- PROBLEM STATEMENT: State how many lines in these records contain the word "street", and nothing else.

- LISTED ENTRIES:

'''

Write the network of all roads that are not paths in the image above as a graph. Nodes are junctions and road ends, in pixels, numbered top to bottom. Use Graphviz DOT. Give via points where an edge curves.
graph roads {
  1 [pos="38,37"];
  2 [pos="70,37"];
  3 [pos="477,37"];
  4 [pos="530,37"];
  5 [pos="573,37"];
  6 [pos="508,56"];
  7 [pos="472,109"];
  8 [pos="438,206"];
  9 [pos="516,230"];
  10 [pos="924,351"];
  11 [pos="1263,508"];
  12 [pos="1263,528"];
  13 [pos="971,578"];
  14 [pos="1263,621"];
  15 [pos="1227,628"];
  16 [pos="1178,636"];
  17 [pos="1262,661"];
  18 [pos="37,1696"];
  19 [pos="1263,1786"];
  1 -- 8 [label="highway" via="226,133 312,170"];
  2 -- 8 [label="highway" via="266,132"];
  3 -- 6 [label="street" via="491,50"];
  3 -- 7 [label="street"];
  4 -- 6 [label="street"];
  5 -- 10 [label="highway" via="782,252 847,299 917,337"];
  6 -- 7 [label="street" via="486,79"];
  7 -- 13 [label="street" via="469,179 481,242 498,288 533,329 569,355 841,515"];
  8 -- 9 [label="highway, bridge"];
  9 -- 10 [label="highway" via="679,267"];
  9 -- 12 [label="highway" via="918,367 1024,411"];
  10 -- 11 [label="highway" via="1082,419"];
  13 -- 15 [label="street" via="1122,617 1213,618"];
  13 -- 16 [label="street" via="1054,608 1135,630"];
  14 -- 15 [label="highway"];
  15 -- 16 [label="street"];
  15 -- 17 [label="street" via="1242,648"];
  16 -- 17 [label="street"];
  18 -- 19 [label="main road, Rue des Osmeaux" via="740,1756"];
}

'''

- TASK RESPONSE: 10